Exercise — The answer must consist of every line from the entries that holds the word "above".

Data to examine —
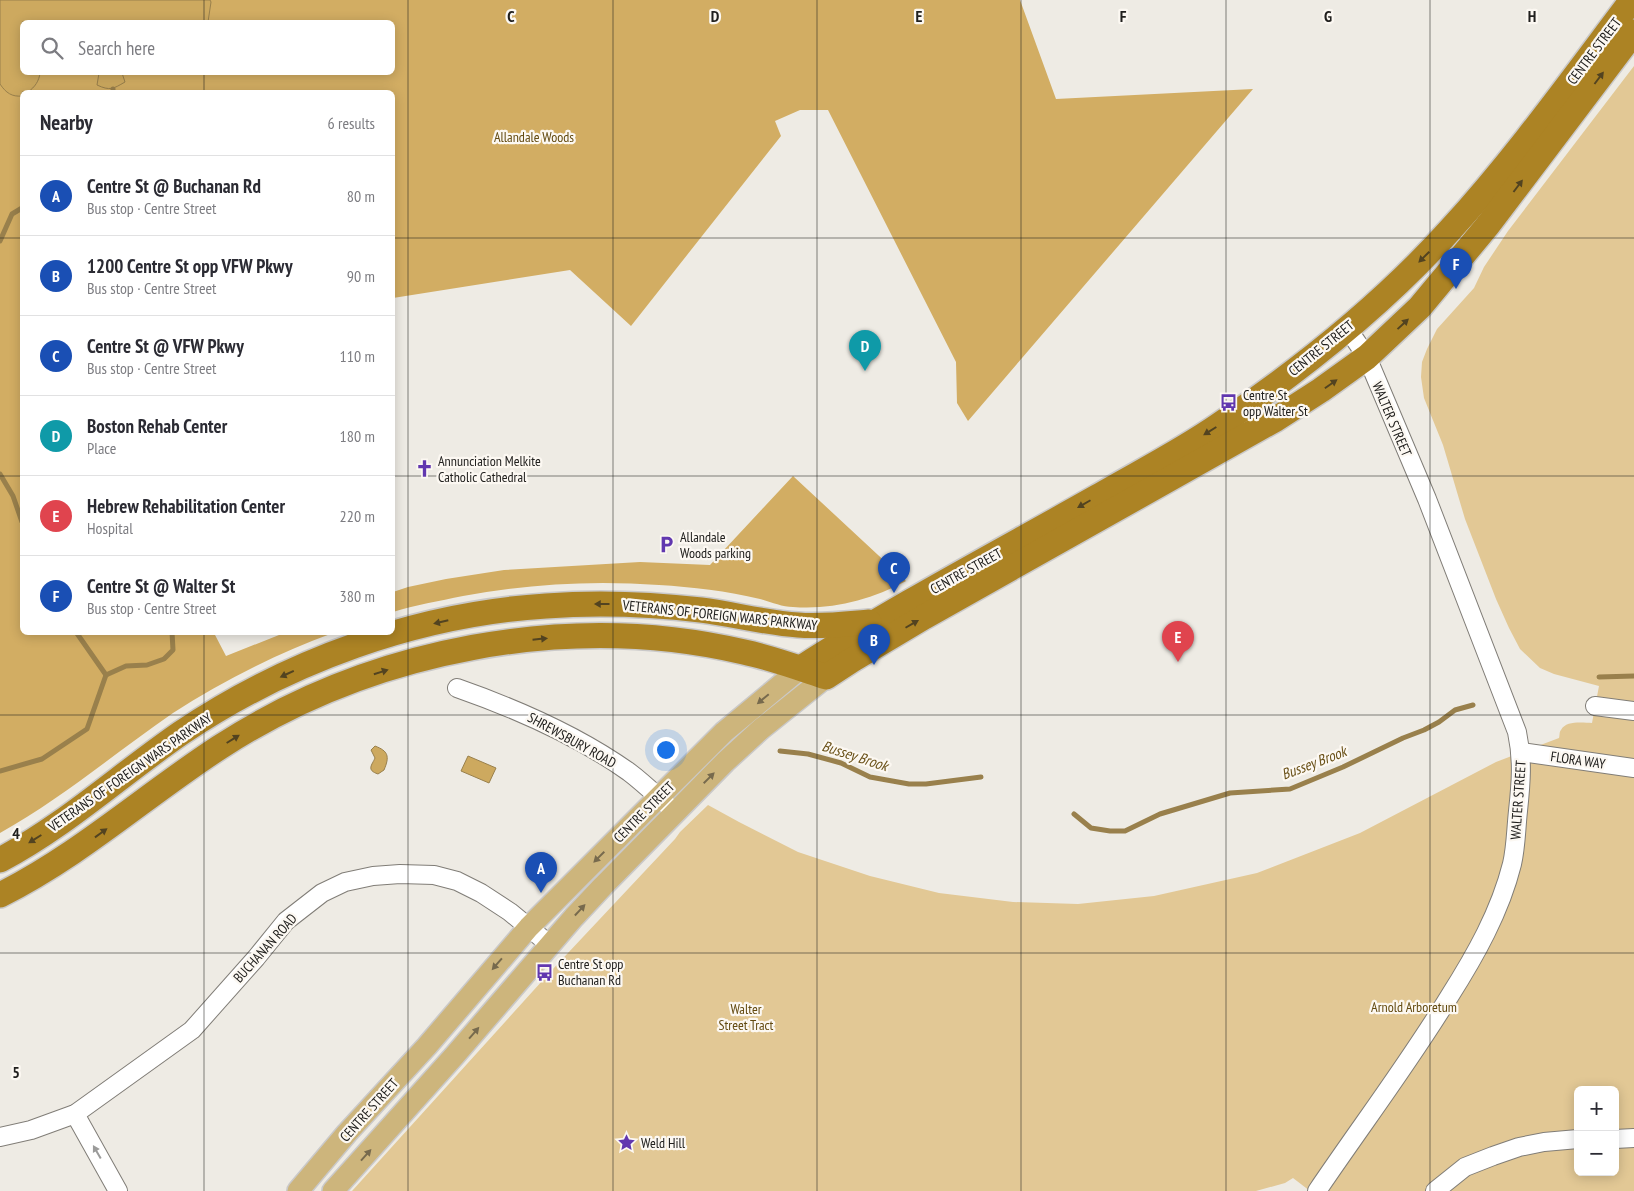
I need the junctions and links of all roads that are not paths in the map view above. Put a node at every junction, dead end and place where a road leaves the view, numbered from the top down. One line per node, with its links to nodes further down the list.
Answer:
1 (1632, 0): 3 (highway, CENTRE STREET)
2 (1634, 32): 3 (highway, CENTRE STREET, one-way to 2)
3 (1561, 111): 4 (highway, CENTRE STREET, one-way to 4); 5 (highway, CENTRE STREET, one-way to 3)
4 (1347, 328): 5 (street, WALTER STREET); 6 (highway, CENTRE STREET, one-way to 6)
5 (1366, 357): 10 (highway, CENTRE STREET, one-way to 5); 15 (street, WALTER STREET)
6 (876, 621): 7 (highway, VETERANS OF FOREIGN WARS PARKWAY, one-way to 7); 9 (highway, CENTRE STREET)
7 (395, 633)
8 (390, 635): 14 (highway, VETERANS OF FOREIGN WARS PARKWAY, one-way to 14)
9 (802, 668): 10 (highway); 17 (highway, one-way to 9); 18 (main road, CENTRE STREET, one-way to 18)
10 (826, 677): 19 (main road, CENTRE STREET, one-way to 10)
11 (457, 688): 18 (street, SHREWSBURY ROAD)
12 (1595, 706): 13 (street)
13 (1634, 711)
14 (160, 748): 17 (highway); 20 (highway, VETERANS OF FOREIGN WARS PARKWAY, one-way to 20)
15 (1521, 752): 16 (street, FLORA WAY); 34 (street, WALTER STREET)
16 (1634, 768)
17 (179, 775): 21 (highway, one-way to 17)
18 (658, 797): 19 (street, SHREWSBURY ROAD); 22 (main road, CENTRE STREET, one-way to 22)
19 (675, 812): 23 (main road, CENTRE STREET, one-way to 19)
20 (0, 860)
21 (0, 895)
22 (529, 927): 23 (street, BUCHANAN ROAD); 24 (main road, CENTRE STREET, one-way to 24); 26 (street, BUCHANAN ROAD)
23 (550, 944): 25 (main road, CENTRE STREET, one-way to 23)
24 (435, 1037): 25 (main road); 32 (main road, CENTRE STREET)
25 (455, 1055): 33 (main road, CENTRE STREET, one-way to 25)
26 (75, 1114): 27 (street, BUCHANAN ROAD); 31 (street, one-way to 26)
27 (0, 1137)
28 (1634, 1138): 30 (street)
29 (1574, 1139): 35 (street)
30 (1619, 1139)
31 (118, 1191)
32 (298, 1191)
33 (333, 1191)
34 (1317, 1191)
35 (1435, 1191)

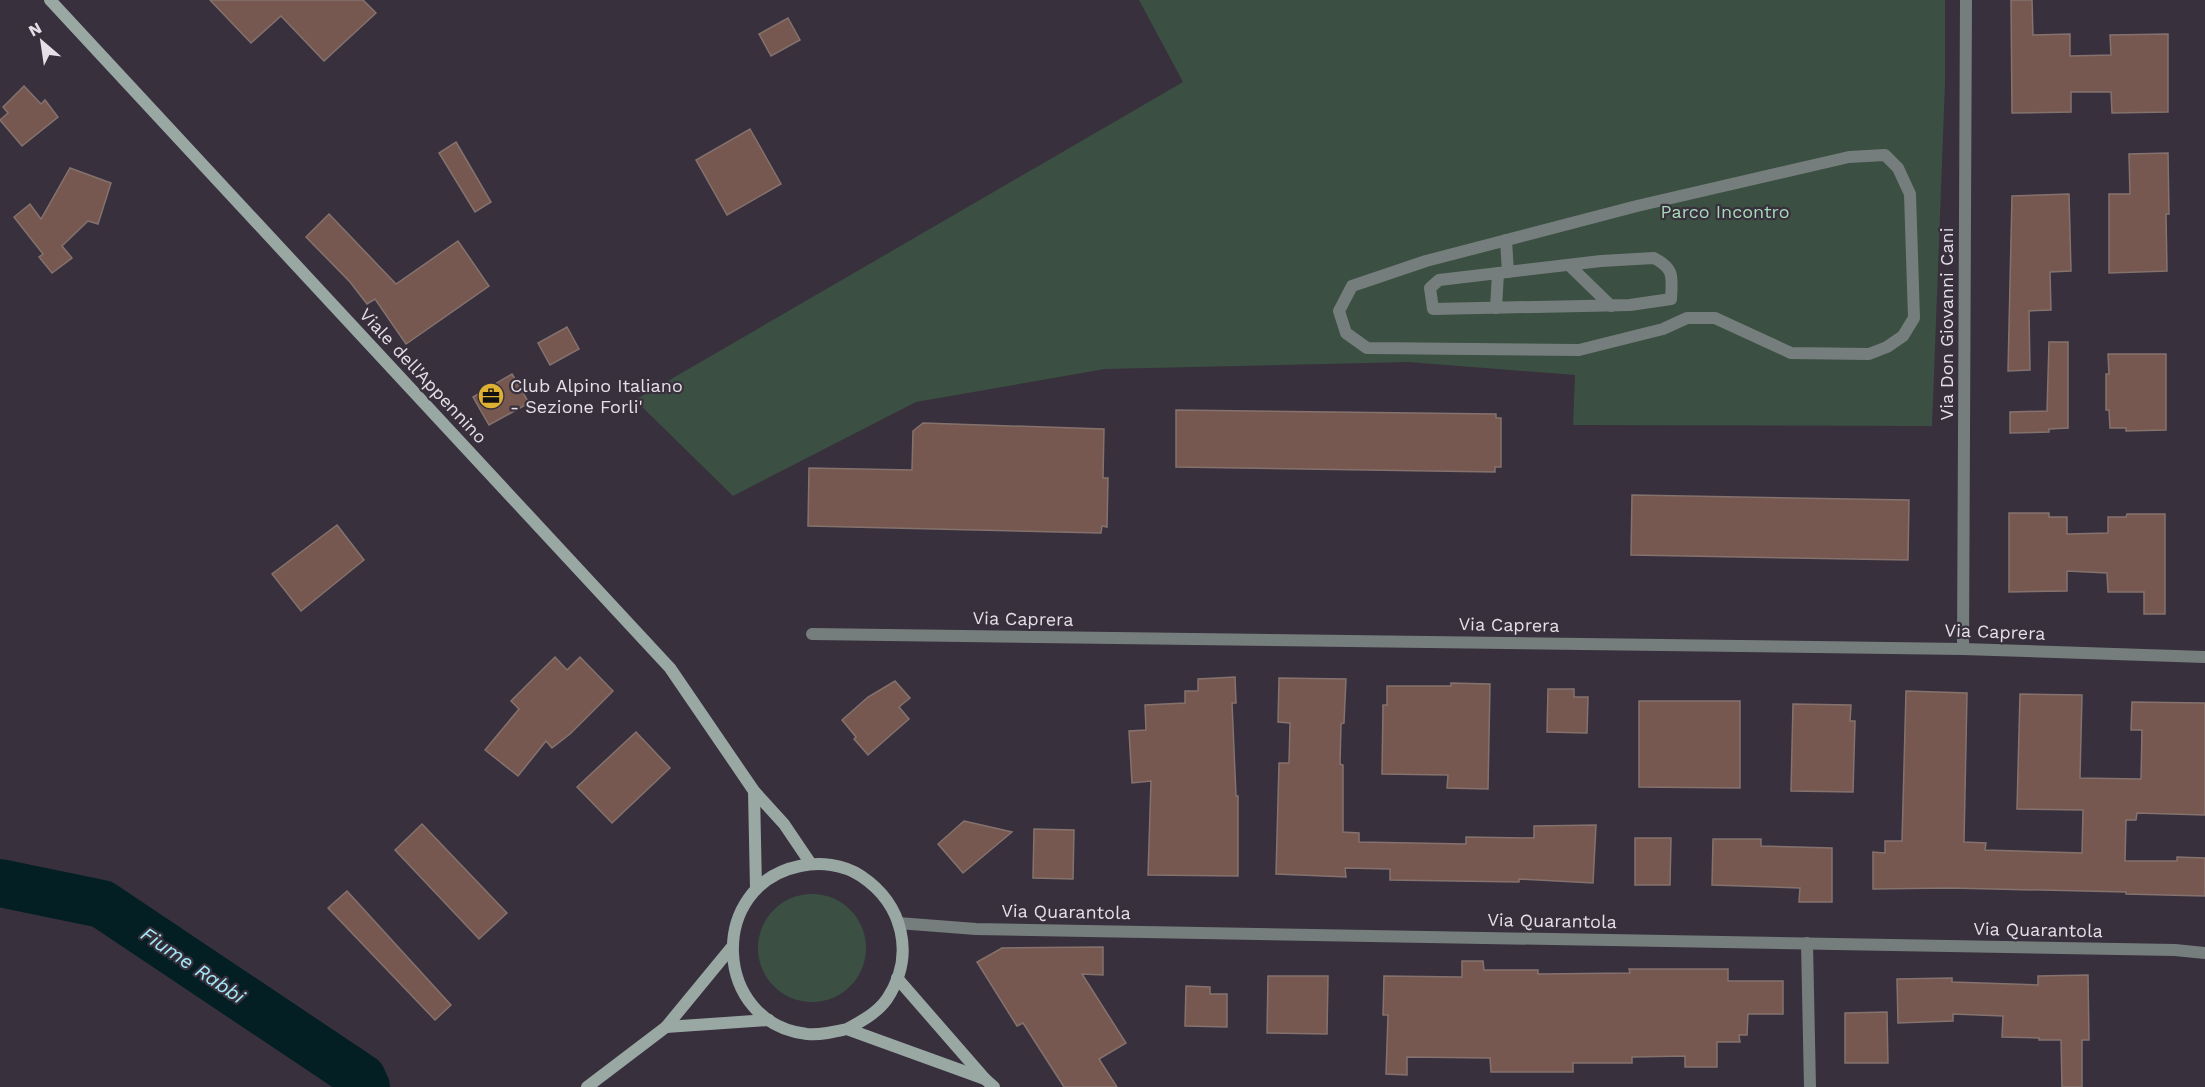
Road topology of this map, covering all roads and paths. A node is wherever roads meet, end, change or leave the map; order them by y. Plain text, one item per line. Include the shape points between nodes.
1 (50, 0) edge
2 (1966, 0) edge
3 (1506, 240) junction
4 (1569, 265) junction
5 (1503, 273) junction
6 (1611, 306) junction
7 (1496, 308) junction
8 (812, 634) dead end
9 (1963, 649) junction
10 (2205, 657) edge
11 (754, 791) junction
12 (811, 864) junction
13 (756, 889) junction
14 (898, 923) junction
15 (1807, 943) junction
16 (731, 948) junction
17 (2205, 953) edge
18 (897, 978) junction
19 (769, 1020) junction
20 (666, 1027) junction
21 (848, 1029) junction
22 (989, 1083) edge
23 (588, 1087) edge
24 (1810, 1087) edge

1 - 11 main road, Viale dell'Appennino via 670,668
2 - 9 street, Via Don Giovanni Cani
3 - 3 street via 1352,286 1339,311 1347,333 1367,348 1579,350 1663,329 1687,318 1715,318 1791,353 1869,354 1903,336 1914,318 1910,194 1898,168 1885,155 1849,157
3 - 5 street
4 - 5 street
4 - 6 street
4 - 6 street via 1654,258 1666,264 1672,276 1671,299
5 - 7 street
5 - 7 street via 1439,280 1430,288 1433,309
6 - 7 street
8 - 9 street, Via Caprera
9 - 10 street, Via Caprera
11 - 12 main road, Viale dell'Appennino via 784,824
11 - 13 main road
12 - 13 main road via 772,876
12 - 14 main road via 834,865 855,872 889,902
13 - 16 main road via 743,906
14 - 15 street, Via Quarantola via 976,929
14 - 18 main road via 902,960
15 - 17 street, Via Quarantola
15 - 24 street
16 - 19 main road via 735,975 748,1000
16 - 20 main road
18 - 21 main road via 886,1000 869,1017
18 - 22 main road
19 - 20 main road
19 - 21 main road via 807,1034
20 - 23 main road
21 - 22 main road

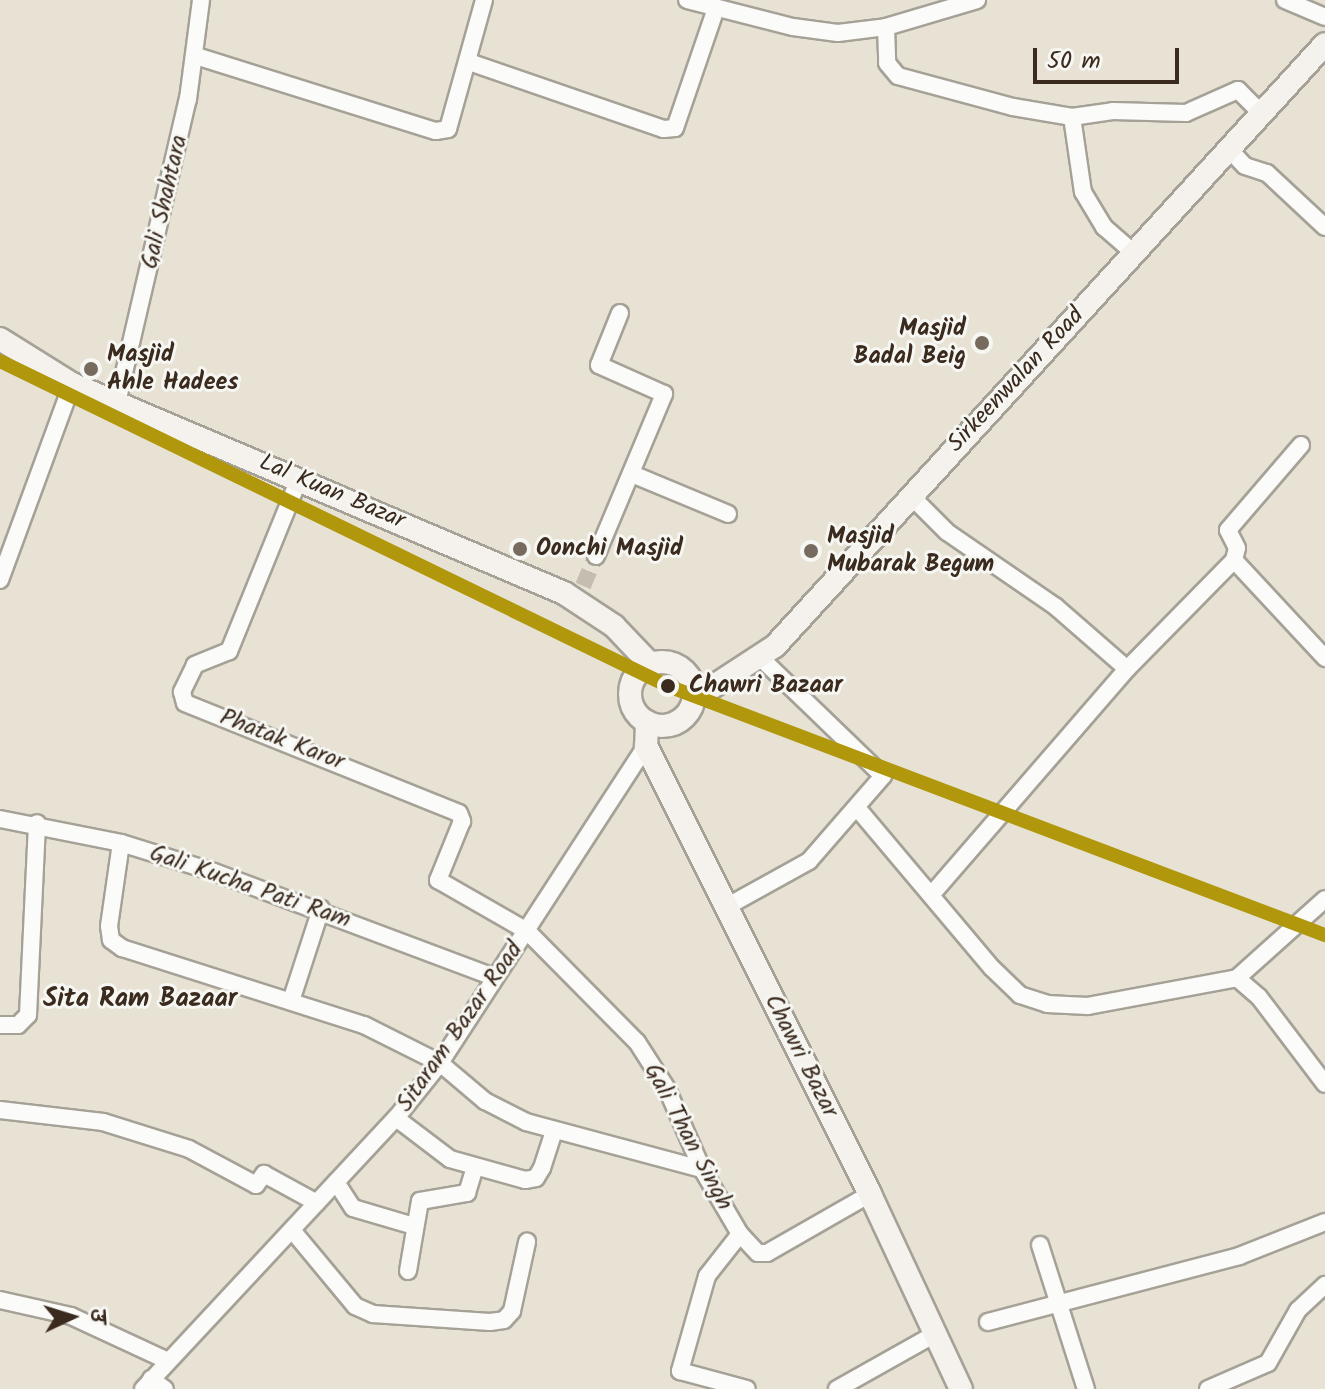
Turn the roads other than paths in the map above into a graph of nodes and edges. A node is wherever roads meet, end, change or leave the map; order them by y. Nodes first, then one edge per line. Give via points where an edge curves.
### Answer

Task solution —
I need the junctions and links of all roads that are not paths in the map view above. Put a node at every junction, dead end and place where a road leaves the view, numbered from the top down. One line per node, with its links to nodes further down the list.
Turn the roads other than paths in the map above into a graph of nodes and edges. A node is wherever roads meet, end, change or leave the map; order them by y. Nodes first, then one edge per line. Give via points where an edge curves.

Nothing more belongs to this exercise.